Brasil lidera M&A na América Latina com R$ 146 bilhões movimentados no 1º semestre

Investidores estão mais seletivos, privilegiando megadeals e operações estratégicas de longo prazo
O mercado brasileiro de fusões e aquisições (M&A) registrou 827 transações no primeiro semestre de 2025, movimentando aproximadamente R$ 146 bilhões, segundo relatório da PwC Brasil. O resultado representou um crescimento tímido no número de operações, mas expressivo no valor mobilizado, com alta de mais de 20% em relação ao mesmo período do ano anterior. Na América Latina, o Brasil manteve a liderança em volume de negócios, seguido por Argentina e Colômbia, consolidando-se como o principal destino de capital na região.
Franklin Tomich, fundador e CEO da Accordia, avalia que o cenário reforça uma seletividade maior por parte dos investidores.
“O mercado de M&A em 2025 está operando em duas velocidades: negócios menores e mais arriscados sofrem maior cautela, enquanto megadeals e operações transformadoras em setores como tecnologia, energia e infraestrutura ganham tração. Isso mostra que os investidores estão dispostos a pagar mais caro por ativos estratégicos e de longo prazo”, afirma o executivo.
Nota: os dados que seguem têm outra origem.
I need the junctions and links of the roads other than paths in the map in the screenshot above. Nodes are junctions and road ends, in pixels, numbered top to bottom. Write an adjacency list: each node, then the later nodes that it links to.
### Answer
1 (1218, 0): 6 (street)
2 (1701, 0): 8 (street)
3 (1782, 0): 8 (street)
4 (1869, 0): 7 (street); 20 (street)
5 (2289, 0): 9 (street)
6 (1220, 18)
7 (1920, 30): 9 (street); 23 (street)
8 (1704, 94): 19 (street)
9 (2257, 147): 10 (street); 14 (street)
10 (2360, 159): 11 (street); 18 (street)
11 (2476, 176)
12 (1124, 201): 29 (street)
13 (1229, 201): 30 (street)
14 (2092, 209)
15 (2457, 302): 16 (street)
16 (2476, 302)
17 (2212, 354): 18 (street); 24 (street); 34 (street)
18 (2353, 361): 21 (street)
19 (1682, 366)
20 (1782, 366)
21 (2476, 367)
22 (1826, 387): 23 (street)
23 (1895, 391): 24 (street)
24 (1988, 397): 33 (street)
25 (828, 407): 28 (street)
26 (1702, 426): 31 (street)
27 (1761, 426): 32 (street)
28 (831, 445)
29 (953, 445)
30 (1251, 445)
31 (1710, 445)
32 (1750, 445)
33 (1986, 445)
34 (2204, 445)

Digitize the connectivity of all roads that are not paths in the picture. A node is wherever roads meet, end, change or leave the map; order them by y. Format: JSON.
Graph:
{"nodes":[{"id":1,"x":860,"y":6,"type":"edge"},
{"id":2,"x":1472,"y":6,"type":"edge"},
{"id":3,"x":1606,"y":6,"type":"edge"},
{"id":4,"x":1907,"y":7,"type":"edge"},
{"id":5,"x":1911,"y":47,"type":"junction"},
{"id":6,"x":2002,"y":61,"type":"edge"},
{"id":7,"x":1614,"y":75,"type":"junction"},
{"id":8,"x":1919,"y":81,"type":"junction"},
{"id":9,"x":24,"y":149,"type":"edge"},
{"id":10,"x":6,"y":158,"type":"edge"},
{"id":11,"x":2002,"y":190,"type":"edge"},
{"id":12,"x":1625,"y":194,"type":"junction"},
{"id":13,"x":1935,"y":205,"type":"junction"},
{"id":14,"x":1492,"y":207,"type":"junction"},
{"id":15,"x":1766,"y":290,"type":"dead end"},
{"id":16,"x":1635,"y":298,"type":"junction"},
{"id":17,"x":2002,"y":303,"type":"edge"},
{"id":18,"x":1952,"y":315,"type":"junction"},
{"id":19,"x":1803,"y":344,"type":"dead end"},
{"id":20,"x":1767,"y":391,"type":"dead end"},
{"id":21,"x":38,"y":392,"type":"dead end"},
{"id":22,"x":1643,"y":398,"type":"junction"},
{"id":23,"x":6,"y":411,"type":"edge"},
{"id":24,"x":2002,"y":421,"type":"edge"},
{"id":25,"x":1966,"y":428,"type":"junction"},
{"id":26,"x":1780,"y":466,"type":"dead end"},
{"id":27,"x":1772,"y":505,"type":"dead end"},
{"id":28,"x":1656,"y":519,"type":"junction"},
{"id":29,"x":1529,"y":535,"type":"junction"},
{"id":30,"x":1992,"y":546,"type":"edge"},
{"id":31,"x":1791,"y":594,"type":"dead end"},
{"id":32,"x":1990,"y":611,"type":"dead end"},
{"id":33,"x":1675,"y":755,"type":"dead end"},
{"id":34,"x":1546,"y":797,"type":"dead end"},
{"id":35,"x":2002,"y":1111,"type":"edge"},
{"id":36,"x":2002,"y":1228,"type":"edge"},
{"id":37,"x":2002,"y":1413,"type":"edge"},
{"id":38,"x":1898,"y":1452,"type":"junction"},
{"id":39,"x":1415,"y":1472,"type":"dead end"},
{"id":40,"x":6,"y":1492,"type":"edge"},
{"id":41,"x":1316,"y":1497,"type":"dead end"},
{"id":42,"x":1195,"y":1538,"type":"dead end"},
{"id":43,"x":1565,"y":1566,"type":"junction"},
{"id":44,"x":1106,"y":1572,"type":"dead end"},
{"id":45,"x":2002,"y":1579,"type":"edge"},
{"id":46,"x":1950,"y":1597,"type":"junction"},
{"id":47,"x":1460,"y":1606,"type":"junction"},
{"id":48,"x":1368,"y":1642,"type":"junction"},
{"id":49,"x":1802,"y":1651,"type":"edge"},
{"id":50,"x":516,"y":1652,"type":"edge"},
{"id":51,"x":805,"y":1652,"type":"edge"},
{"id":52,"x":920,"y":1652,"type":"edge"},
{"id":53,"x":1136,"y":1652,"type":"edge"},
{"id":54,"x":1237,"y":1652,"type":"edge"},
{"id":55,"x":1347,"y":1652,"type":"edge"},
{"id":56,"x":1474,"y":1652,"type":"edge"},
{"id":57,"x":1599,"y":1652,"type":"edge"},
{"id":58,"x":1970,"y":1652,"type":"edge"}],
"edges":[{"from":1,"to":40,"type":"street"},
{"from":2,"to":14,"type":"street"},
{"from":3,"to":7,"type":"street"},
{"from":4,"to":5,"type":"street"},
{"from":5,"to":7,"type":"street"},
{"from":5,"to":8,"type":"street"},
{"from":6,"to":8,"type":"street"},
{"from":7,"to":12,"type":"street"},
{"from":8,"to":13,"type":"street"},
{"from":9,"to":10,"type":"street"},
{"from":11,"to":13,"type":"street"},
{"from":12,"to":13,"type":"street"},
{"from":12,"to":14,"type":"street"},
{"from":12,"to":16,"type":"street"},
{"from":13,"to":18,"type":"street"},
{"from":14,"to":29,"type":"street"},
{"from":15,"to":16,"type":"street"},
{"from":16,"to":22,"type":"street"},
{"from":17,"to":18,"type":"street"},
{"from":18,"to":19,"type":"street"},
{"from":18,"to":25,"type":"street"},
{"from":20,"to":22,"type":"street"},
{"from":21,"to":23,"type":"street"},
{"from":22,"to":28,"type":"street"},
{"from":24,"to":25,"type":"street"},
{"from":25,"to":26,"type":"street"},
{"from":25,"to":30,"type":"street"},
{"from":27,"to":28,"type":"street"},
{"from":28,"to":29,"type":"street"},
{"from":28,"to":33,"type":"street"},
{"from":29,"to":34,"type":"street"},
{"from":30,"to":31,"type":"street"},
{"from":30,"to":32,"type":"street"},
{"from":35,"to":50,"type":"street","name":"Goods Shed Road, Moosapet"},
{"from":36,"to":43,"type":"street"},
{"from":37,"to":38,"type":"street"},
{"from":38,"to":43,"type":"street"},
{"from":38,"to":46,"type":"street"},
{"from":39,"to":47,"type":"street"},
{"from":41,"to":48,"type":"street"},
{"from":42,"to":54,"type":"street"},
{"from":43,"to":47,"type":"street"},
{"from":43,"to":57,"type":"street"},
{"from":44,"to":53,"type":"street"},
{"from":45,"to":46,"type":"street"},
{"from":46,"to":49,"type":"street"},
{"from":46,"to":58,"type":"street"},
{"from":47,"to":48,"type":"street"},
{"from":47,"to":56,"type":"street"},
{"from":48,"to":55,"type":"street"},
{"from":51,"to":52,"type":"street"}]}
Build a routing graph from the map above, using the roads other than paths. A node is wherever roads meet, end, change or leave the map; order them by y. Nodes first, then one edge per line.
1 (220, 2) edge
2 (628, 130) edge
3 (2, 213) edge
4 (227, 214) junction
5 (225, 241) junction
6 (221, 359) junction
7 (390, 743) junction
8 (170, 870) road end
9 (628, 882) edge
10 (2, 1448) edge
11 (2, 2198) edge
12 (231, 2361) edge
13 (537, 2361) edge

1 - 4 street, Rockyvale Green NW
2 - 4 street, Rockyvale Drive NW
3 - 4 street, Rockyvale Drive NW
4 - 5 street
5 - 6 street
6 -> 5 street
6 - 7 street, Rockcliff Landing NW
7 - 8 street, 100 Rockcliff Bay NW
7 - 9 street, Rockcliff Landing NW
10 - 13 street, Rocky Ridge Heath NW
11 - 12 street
De acordo com a Transactional Track Record (TTR), o setor de internet, software e serviços de TI se manteve como o mais ativo, refletindo o apetite por ativos digitais e inovação. O private equity também apresentou desempenho robusto, com quase 50 operações e um salto superior a 50% no volume de capital investido. Globalmente, segundo a Bain & Company, o mercado segue retraído em número de operações, mas concentrado em megadeals, com destaque para movimentos em energia limpa, infraestrutura crítica e inteligência artificial aplicada a processos industriais.
Para os próximos meses, a expectativa é que a seletividade continue a ditar o ritmo das transações. Analistas indicam que a recuperação em número de operações dependerá de fatores como estabilidade macroeconômica, redução das incertezas geopolíticas e trajetória de queda das taxas de juros no Brasil. Nesse contexto, Franklin Tomich destaca que empresas que desejam se posicionar de forma competitiva precisam investir em governança e inovação.
“O Brasil tem condições de se consolidar como polo estratégico de M&A na América Latina, mas esse potencial só será plenamente realizado por companhias que aliarem visão de longo prazo, disciplina financeira e compromisso com práticas de governança sólidas”, conclui.